From Visibility to Positioning: How Sponsorship is Changing in F1
For a long time, the dominant rationale for sports sponsorship was relatively simple: reach. You paid for access to an audience, measured in views and impressions, and the value of a deal was roughly proportional to the size of that audience. Formula 1 had a large audience, so sponsorship in Formula 1 was expensive. That logic still exists, but it is no longer sufficient to explain what is happening in the marketplace.
What brands are buying today is something closer to positioning. Not visibility – positioning. The distinction matters. Visibility tells your audience that you exist. Positioning tells what you stand for and who you want to be associated with. In a media ecosystem where attention is fragmented and trust is low, the latter is worth considerably more than the former.
Formula 1 offers positioning within the triangle. A technology company entering the sport is not just reaching motorsports fans – it is positioning itself within a conversation about precision engineering, incremental margins, and performance under pressure. A financial services brand is not buying space on a hood-it is associating itself with the kind of risk management and strategic thinking that wins championships. A luxury brand is not paying for logo placement — it is buying adjacency to the most time- and detail-conscious sport there is.

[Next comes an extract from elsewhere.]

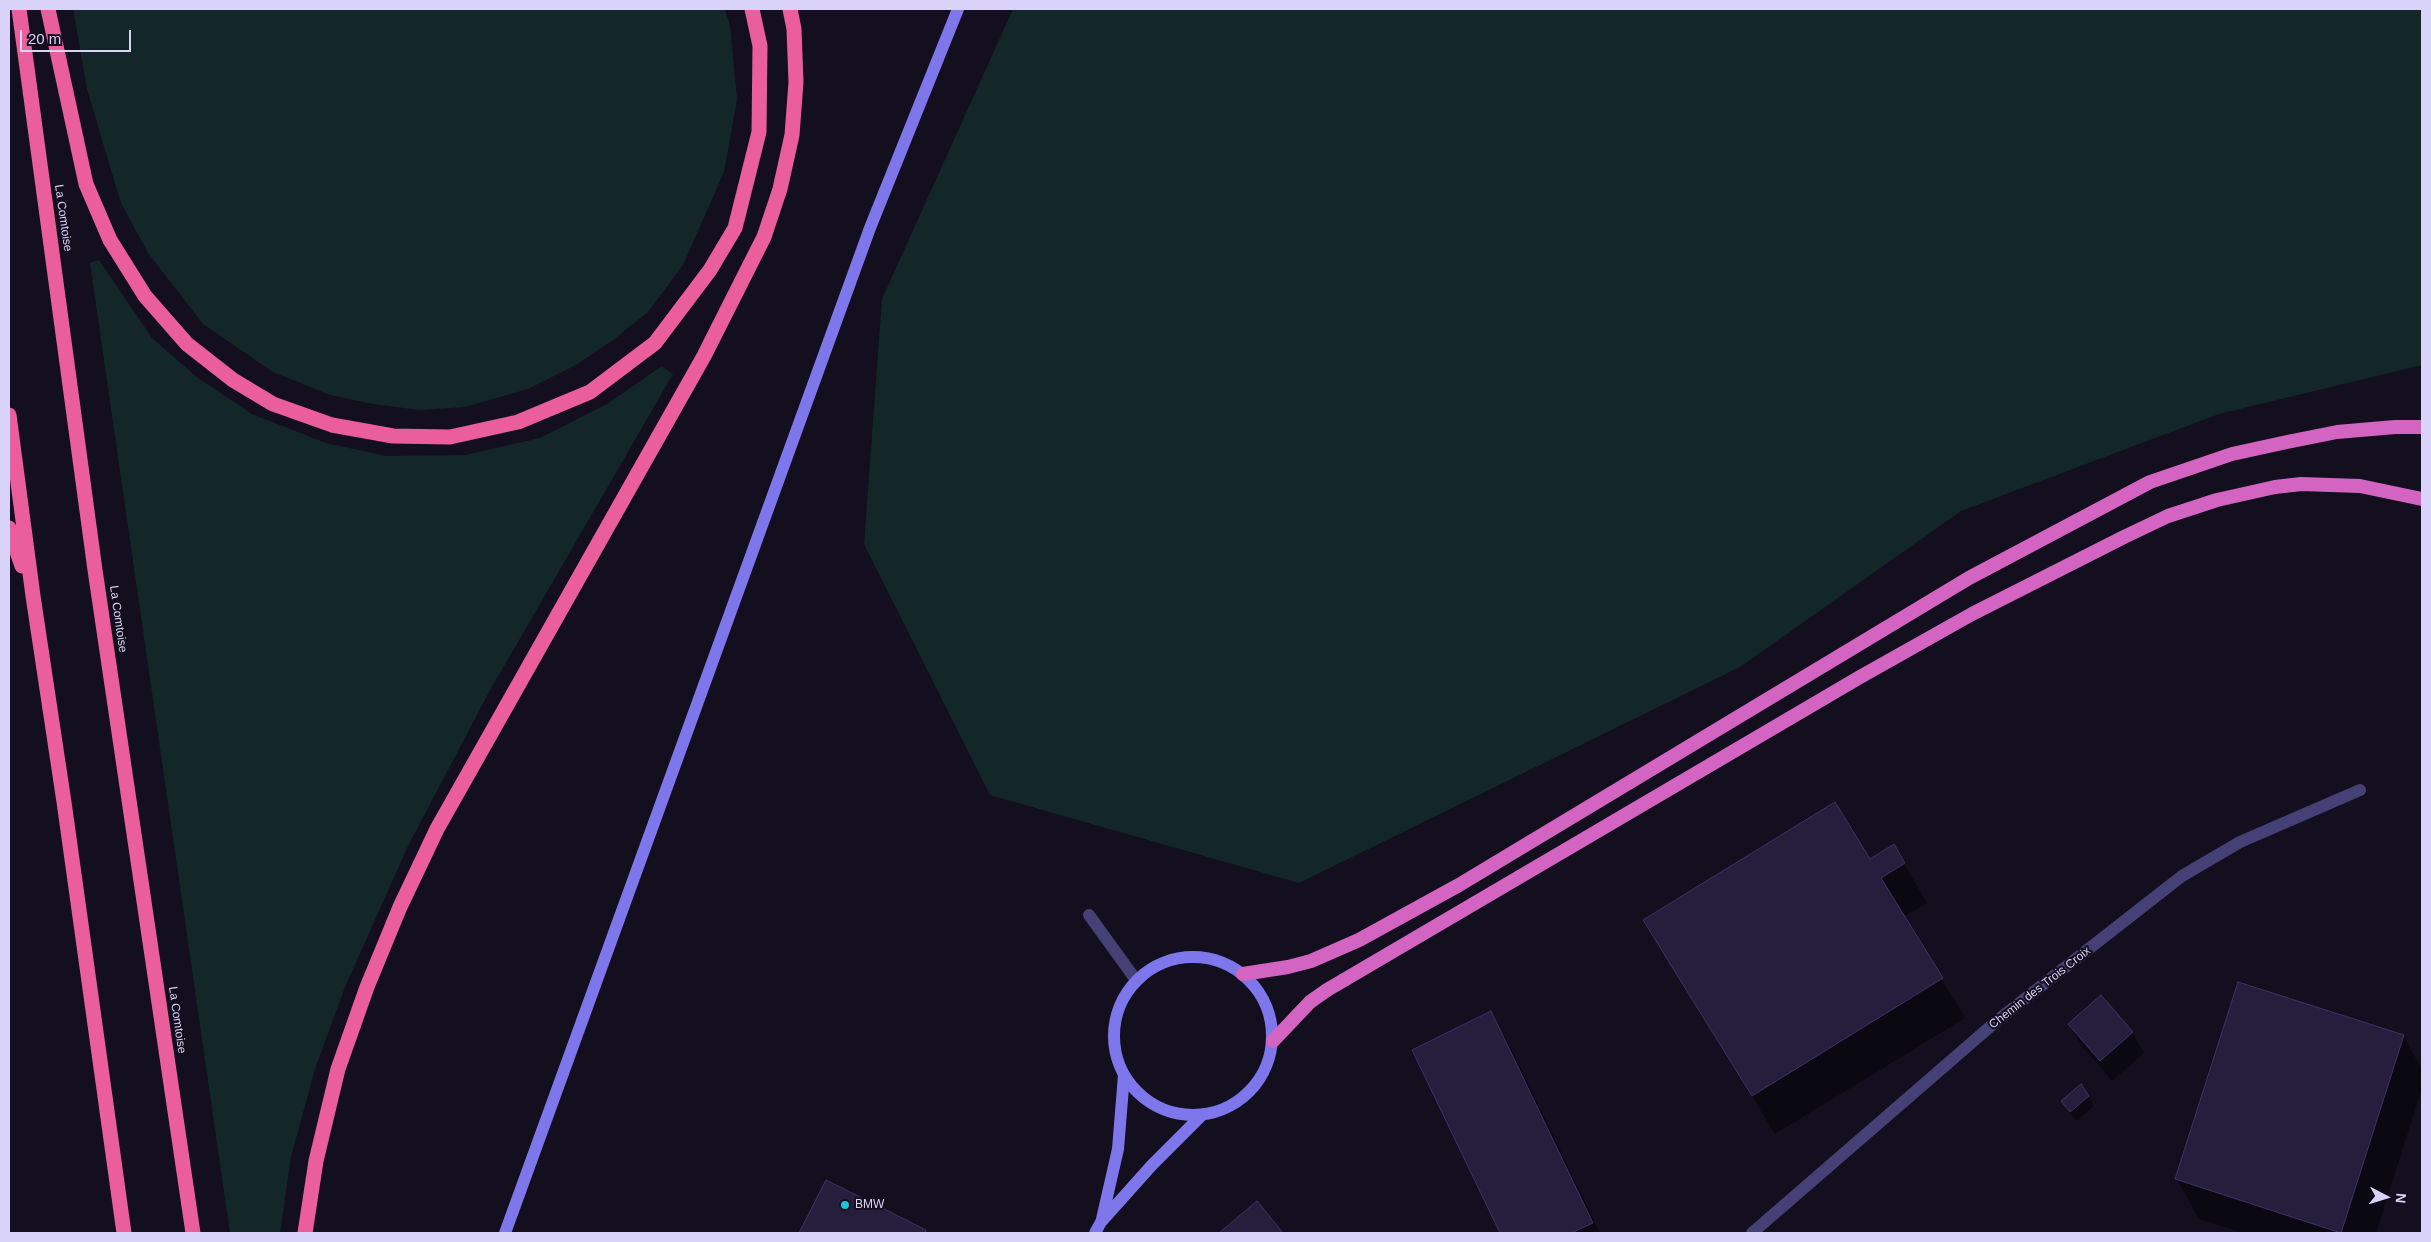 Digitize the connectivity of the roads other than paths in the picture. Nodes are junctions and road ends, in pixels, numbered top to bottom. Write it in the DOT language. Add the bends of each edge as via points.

The Triangle Is Redesigning Sponsorship in Whole Motorsport.
This shift in logic-from reach to positioning-is the most important thing that is happening in motorsports sponsorship right now. And it is no longer exclusive to Formula 1.
What we are seeing, particularly in the last five years, is a recalibration that runs through the entire motorsport ecosystem. MotoGP, which for years was commercially undervalued relative to its true audience size and global reach, is attracting a new generation of partners who understand the positioning argument. Formula E has built its entire commercial proposition around a vertex of the triangle-the automotive and sustainability dimensions-and has found an audience of brands that did not have a natural home in traditional motorsport. The World Endurance Championship, with Le Mans at its center, has always carried the weight of luxury and automotive, and is learning to activate the sporting dimension more aggressively.
Each of these properties has its own version of the triangle, with different weights. The expertise-for a brand entering motorsports sponsorship, and for an agency supporting it-is in understanding which vertices matter most to its specific goals, and which property offers the best access to those vertices.
What the Liberty Media Era Changed
Formula 1 has accelerated this shift, partly through the commercial transformation that followed its acquisition by Liberty Media, partly through Drive to Survive, and partly by the simple fact that its audience has become younger, more global, and more diverse faster than almost anyone had anticipated. That transformation created pressure on every other motorsports property to articulate its value proposition more clearly-not just in terms of audience size, but in terms of what kind of conversation a sponsorship brings.
The triangle is Formula 1’s answer to that question. The rest of motorsport is finding its own answers. And the brands that understand this–that approach sponsorship as a positioning tool rather than a media buy–are the ones that get the most out of it.
Twenty years later, that conversation is more interesting than ever.